_Supplied material_:
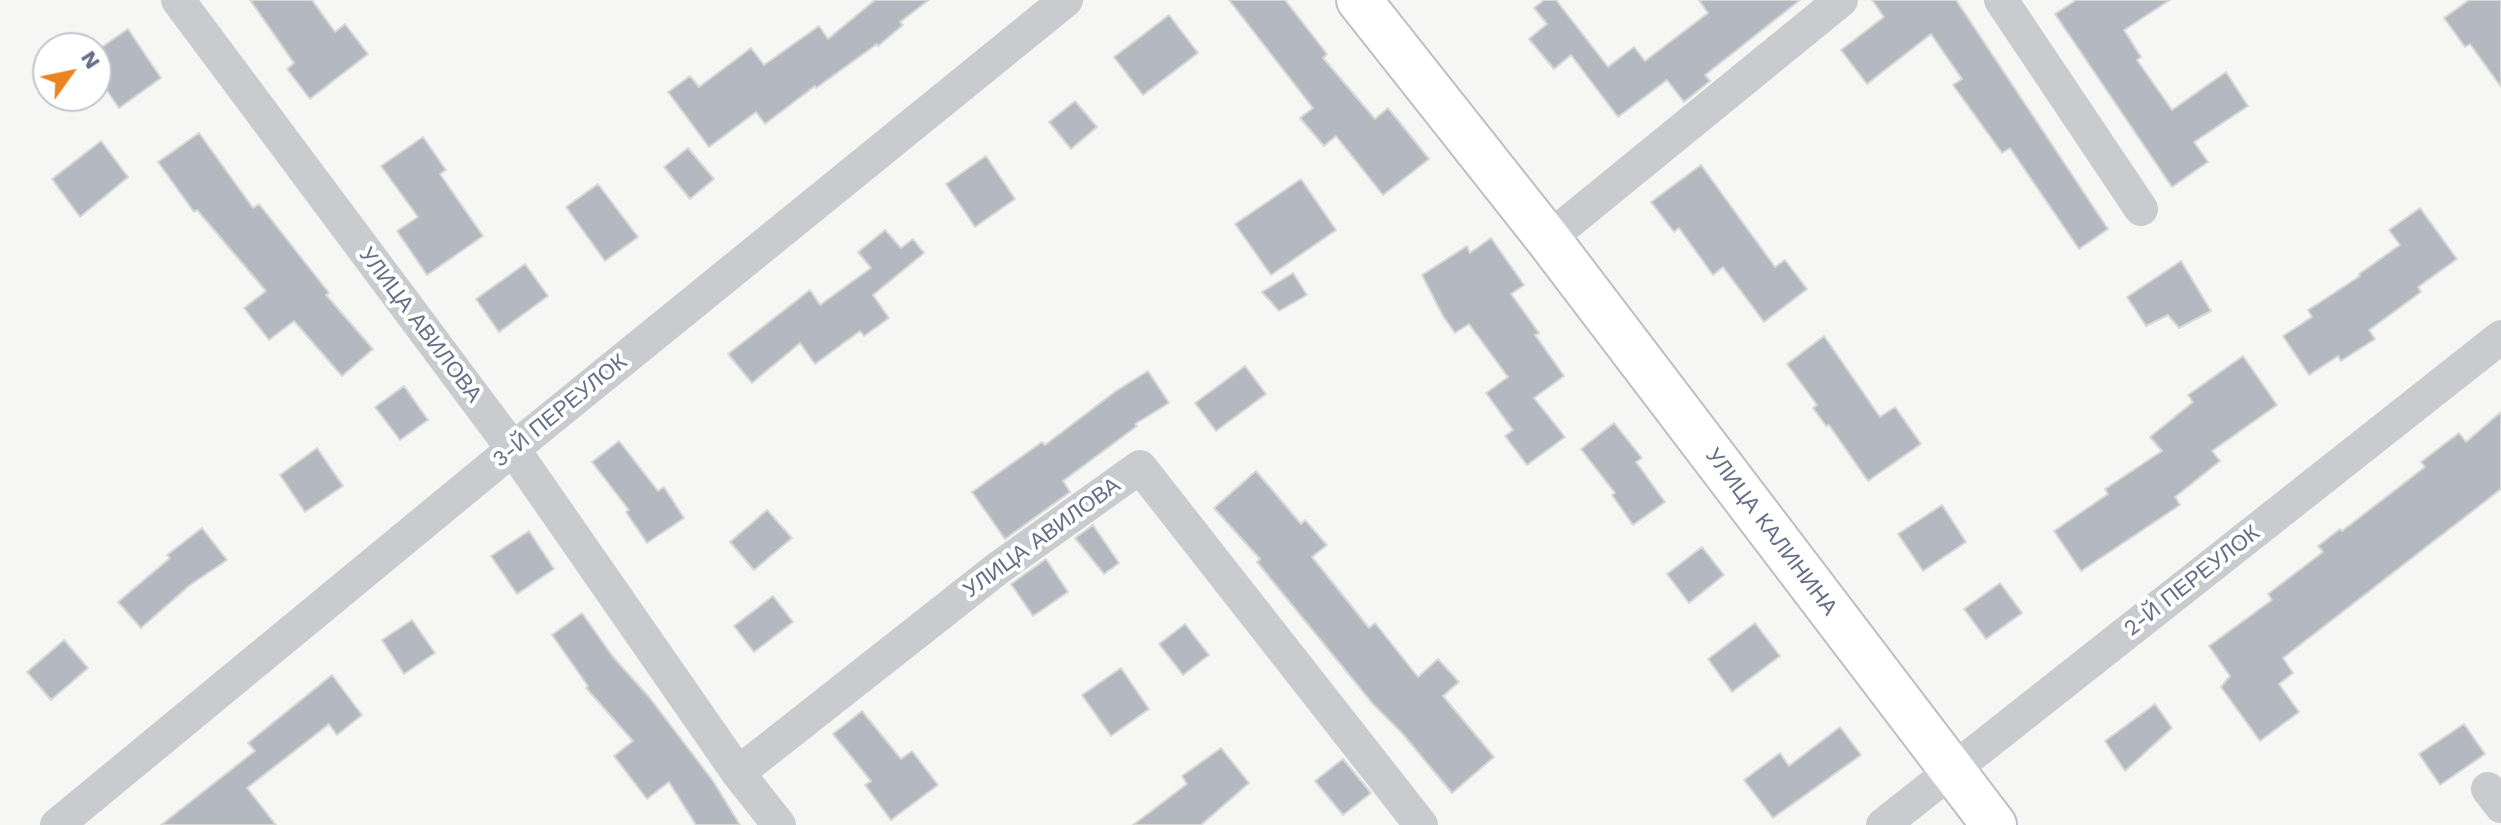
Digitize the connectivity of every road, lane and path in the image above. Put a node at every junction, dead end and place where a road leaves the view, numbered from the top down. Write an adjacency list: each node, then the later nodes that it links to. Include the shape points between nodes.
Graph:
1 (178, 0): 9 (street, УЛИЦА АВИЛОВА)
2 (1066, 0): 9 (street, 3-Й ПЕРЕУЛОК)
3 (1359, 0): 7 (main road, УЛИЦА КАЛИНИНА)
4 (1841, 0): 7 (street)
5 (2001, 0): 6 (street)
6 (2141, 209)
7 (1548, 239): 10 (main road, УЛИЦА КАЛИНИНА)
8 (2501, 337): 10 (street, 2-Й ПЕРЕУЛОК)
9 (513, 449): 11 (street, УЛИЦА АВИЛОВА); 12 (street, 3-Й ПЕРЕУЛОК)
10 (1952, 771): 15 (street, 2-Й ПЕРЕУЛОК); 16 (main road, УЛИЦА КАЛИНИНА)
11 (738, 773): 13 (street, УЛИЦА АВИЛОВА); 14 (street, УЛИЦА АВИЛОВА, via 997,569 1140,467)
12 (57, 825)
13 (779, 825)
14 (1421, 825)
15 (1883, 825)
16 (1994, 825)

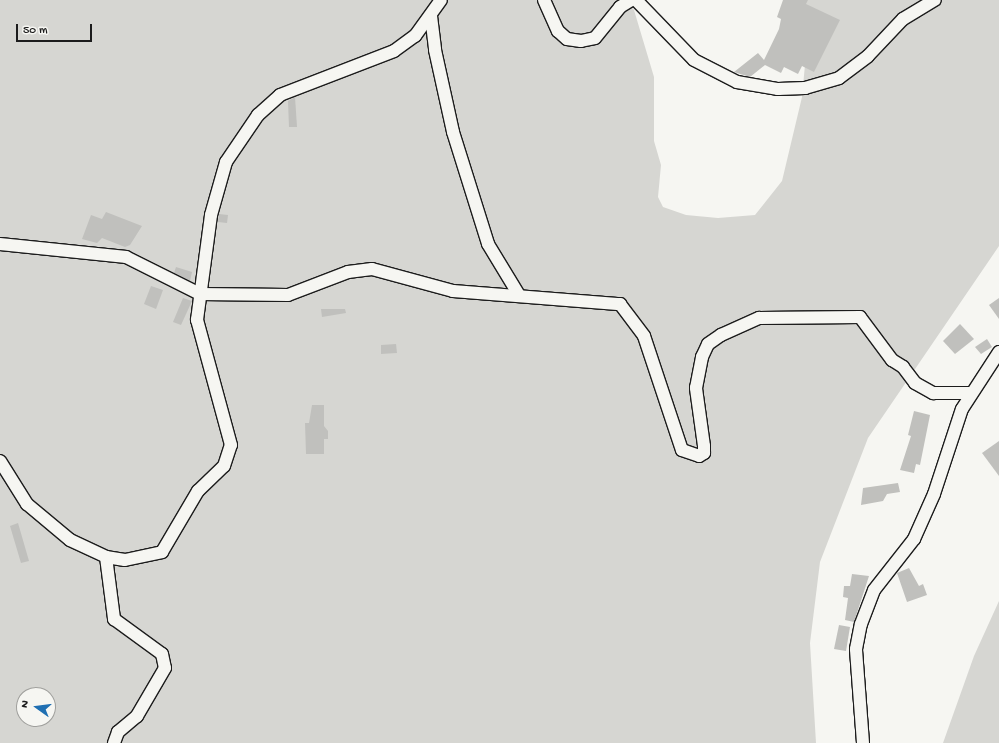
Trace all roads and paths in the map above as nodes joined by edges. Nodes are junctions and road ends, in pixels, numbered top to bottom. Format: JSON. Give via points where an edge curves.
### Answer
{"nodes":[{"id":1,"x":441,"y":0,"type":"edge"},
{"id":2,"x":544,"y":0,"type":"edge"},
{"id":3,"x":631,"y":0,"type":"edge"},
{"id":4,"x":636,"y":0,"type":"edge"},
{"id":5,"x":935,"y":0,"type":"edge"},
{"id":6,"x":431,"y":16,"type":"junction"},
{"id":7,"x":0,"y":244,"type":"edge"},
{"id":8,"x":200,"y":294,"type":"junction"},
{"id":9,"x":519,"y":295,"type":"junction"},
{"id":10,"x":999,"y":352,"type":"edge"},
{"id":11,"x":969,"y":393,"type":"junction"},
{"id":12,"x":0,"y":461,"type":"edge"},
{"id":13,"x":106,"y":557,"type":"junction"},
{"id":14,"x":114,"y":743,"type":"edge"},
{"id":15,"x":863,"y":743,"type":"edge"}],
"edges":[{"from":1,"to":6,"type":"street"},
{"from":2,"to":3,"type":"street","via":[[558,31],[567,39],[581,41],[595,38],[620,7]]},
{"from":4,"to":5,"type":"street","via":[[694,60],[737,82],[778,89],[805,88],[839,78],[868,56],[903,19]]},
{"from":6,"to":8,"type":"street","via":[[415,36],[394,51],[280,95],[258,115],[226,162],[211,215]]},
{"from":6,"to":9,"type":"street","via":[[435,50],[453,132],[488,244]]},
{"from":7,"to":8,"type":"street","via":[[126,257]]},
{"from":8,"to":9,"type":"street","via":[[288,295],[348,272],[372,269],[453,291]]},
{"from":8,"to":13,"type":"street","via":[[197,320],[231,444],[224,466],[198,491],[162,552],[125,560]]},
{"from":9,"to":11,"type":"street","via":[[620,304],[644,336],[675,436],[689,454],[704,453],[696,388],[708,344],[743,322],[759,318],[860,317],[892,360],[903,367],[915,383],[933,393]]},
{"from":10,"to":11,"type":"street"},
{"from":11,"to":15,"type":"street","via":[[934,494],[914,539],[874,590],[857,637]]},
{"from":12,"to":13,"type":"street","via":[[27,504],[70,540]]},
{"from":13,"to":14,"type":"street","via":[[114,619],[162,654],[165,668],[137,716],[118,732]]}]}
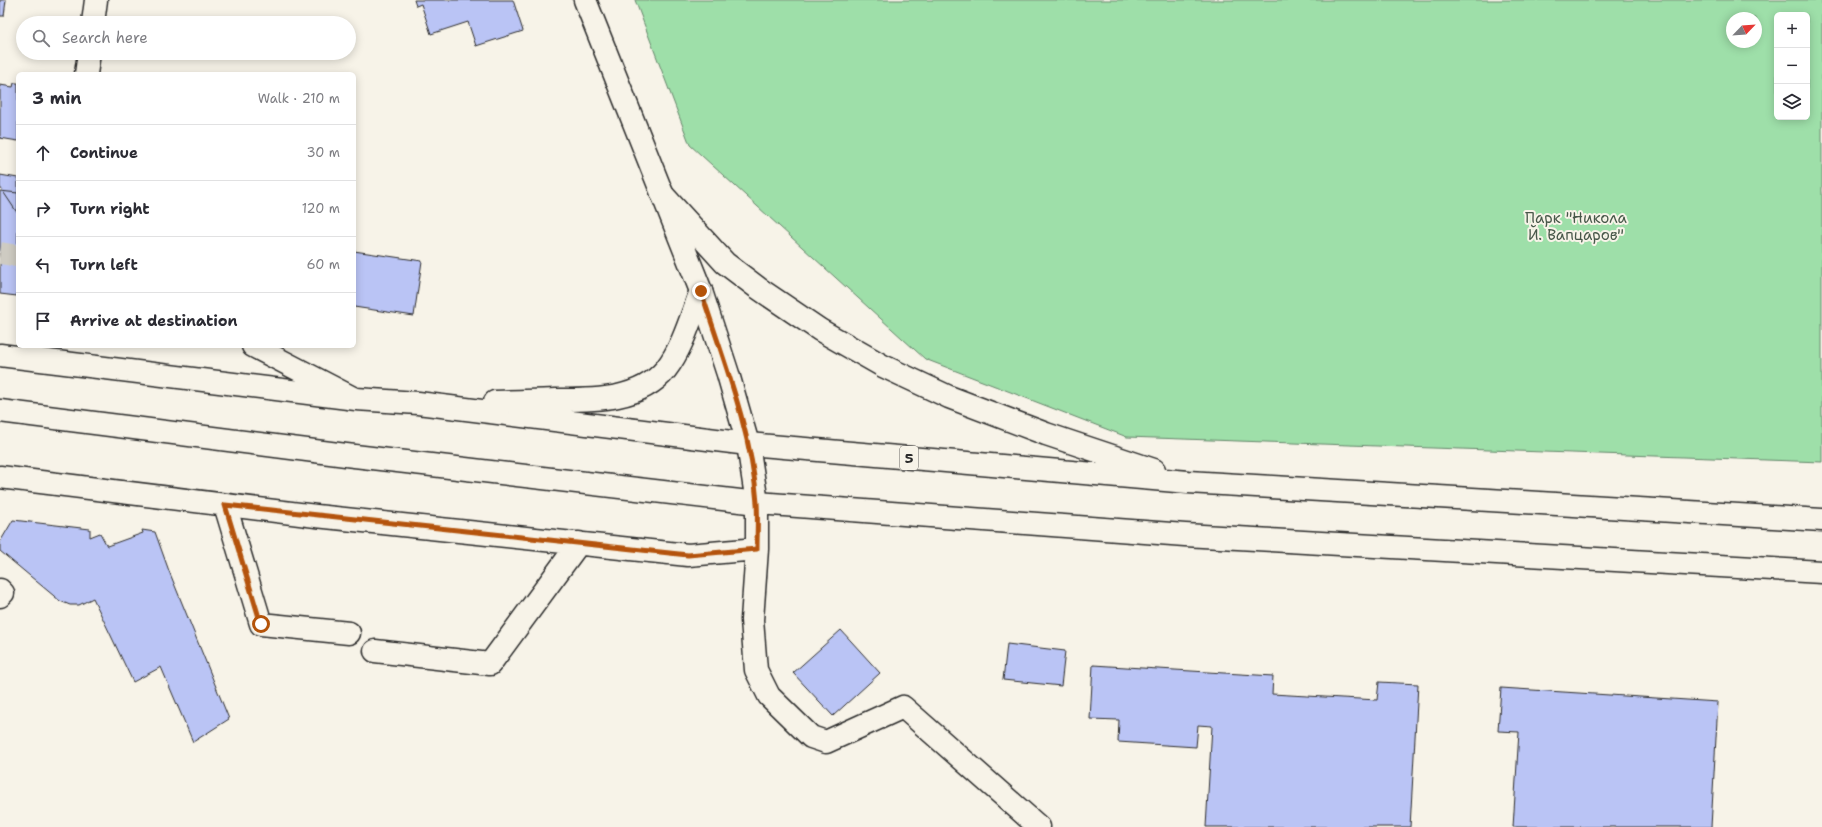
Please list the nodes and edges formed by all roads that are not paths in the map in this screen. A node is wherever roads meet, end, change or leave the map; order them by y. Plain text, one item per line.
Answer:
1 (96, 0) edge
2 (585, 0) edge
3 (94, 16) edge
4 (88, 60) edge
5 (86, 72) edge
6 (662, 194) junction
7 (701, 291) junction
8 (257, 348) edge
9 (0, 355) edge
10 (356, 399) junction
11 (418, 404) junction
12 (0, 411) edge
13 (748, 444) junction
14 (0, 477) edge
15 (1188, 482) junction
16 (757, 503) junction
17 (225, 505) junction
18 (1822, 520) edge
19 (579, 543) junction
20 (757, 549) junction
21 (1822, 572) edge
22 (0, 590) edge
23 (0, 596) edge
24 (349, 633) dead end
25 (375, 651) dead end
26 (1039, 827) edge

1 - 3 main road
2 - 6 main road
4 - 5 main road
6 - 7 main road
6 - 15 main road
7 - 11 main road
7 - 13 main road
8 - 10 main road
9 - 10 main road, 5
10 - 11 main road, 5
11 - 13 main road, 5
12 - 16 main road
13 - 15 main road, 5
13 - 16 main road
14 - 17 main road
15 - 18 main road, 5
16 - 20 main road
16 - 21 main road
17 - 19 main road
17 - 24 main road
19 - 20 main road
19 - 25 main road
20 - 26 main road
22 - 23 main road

_Assigned task_: What is needed is a word-for-word copy of the records above, excluding pictures.

_Response for this exercise_:
Digitize the connectivity of every road, lane and path in the image above. Put a node at every junction, dead end and place where a road leaves the view, numbered from the top down. Write an adjacency list: each node, then the later nodes that it links to. Include the shape points between nodes.
Graph:
1 (178, 0): 9 (street, УЛИЦА АВИЛОВА)
2 (1066, 0): 9 (street, 3-Й ПЕРЕУЛОК)
3 (1359, 0): 7 (main road, УЛИЦА КАЛИНИНА)
4 (1841, 0): 7 (street)
5 (2001, 0): 6 (street)
6 (2141, 209)
7 (1548, 239): 10 (main road, УЛИЦА КАЛИНИНА)
8 (2501, 337): 10 (street, 2-Й ПЕРЕУЛОК)
9 (513, 449): 11 (street, УЛИЦА АВИЛОВА); 12 (street, 3-Й ПЕРЕУЛОК)
10 (1952, 771): 15 (street, 2-Й ПЕРЕУЛОК); 16 (main road, УЛИЦА КАЛИНИНА)
11 (738, 773): 13 (street, УЛИЦА АВИЛОВА); 14 (street, УЛИЦА АВИЛОВА, via 997,569 1140,467)
12 (57, 825)
13 (779, 825)
14 (1421, 825)
15 (1883, 825)
16 (1994, 825)

Trace all roads and paths in the map above as nodes joined by edges. Nodes are junctions and road ends, in pixels, numbered top to bottom. Format: JSON. Give via points where an edge curves.
### Answer
{"nodes":[{"id":1,"x":441,"y":0,"type":"edge"},
{"id":2,"x":544,"y":0,"type":"edge"},
{"id":3,"x":631,"y":0,"type":"edge"},
{"id":4,"x":636,"y":0,"type":"edge"},
{"id":5,"x":935,"y":0,"type":"edge"},
{"id":6,"x":431,"y":16,"type":"junction"},
{"id":7,"x":0,"y":244,"type":"edge"},
{"id":8,"x":200,"y":294,"type":"junction"},
{"id":9,"x":519,"y":295,"type":"junction"},
{"id":10,"x":999,"y":352,"type":"edge"},
{"id":11,"x":969,"y":393,"type":"junction"},
{"id":12,"x":0,"y":461,"type":"edge"},
{"id":13,"x":106,"y":557,"type":"junction"},
{"id":14,"x":114,"y":743,"type":"edge"},
{"id":15,"x":863,"y":743,"type":"edge"}],
"edges":[{"from":1,"to":6,"type":"street"},
{"from":2,"to":3,"type":"street","via":[[558,31],[567,39],[581,41],[595,38],[620,7]]},
{"from":4,"to":5,"type":"street","via":[[694,60],[737,82],[778,89],[805,88],[839,78],[868,56],[903,19]]},
{"from":6,"to":8,"type":"street","via":[[415,36],[394,51],[280,95],[258,115],[226,162],[211,215]]},
{"from":6,"to":9,"type":"street","via":[[435,50],[453,132],[488,244]]},
{"from":7,"to":8,"type":"street","via":[[126,257]]},
{"from":8,"to":9,"type":"street","via":[[288,295],[348,272],[372,269],[453,291]]},
{"from":8,"to":13,"type":"street","via":[[197,320],[231,444],[224,466],[198,491],[162,552],[125,560]]},
{"from":9,"to":11,"type":"street","via":[[620,304],[644,336],[675,436],[689,454],[704,453],[696,388],[708,344],[743,322],[759,318],[860,317],[892,360],[903,367],[915,383],[933,393]]},
{"from":10,"to":11,"type":"street"},
{"from":11,"to":15,"type":"street","via":[[934,494],[914,539],[874,590],[857,637]]},
{"from":12,"to":13,"type":"street","via":[[27,504],[70,540]]},
{"from":13,"to":14,"type":"street","via":[[114,619],[162,654],[165,668],[137,716],[118,732]]}]}
Please list the nodes and edges formed by all roads that are not paths in the map in this screen. A node is wherever roads meet, end, change or leave the map; order them by y. Plain text, one item per line.
Answer:
1 (96, 0) edge
2 (585, 0) edge
3 (94, 16) edge
4 (88, 60) edge
5 (86, 72) edge
6 (662, 194) junction
7 (701, 291) junction
8 (257, 348) edge
9 (0, 355) edge
10 (356, 399) junction
11 (418, 404) junction
12 (0, 411) edge
13 (748, 444) junction
14 (0, 477) edge
15 (1188, 482) junction
16 (757, 503) junction
17 (225, 505) junction
18 (1822, 520) edge
19 (579, 543) junction
20 (757, 549) junction
21 (1822, 572) edge
22 (0, 590) edge
23 (0, 596) edge
24 (349, 633) dead end
25 (375, 651) dead end
26 (1039, 827) edge

1 - 3 main road
2 - 6 main road
4 - 5 main road
6 - 7 main road
6 - 15 main road
7 - 11 main road
7 - 13 main road
8 - 10 main road
9 - 10 main road, 5
10 - 11 main road, 5
11 - 13 main road, 5
12 - 16 main road
13 - 15 main road, 5
13 - 16 main road
14 - 17 main road
15 - 18 main road, 5
16 - 20 main road
16 - 21 main road
17 - 19 main road
17 - 24 main road
19 - 20 main road
19 - 25 main road
20 - 26 main road
22 - 23 main road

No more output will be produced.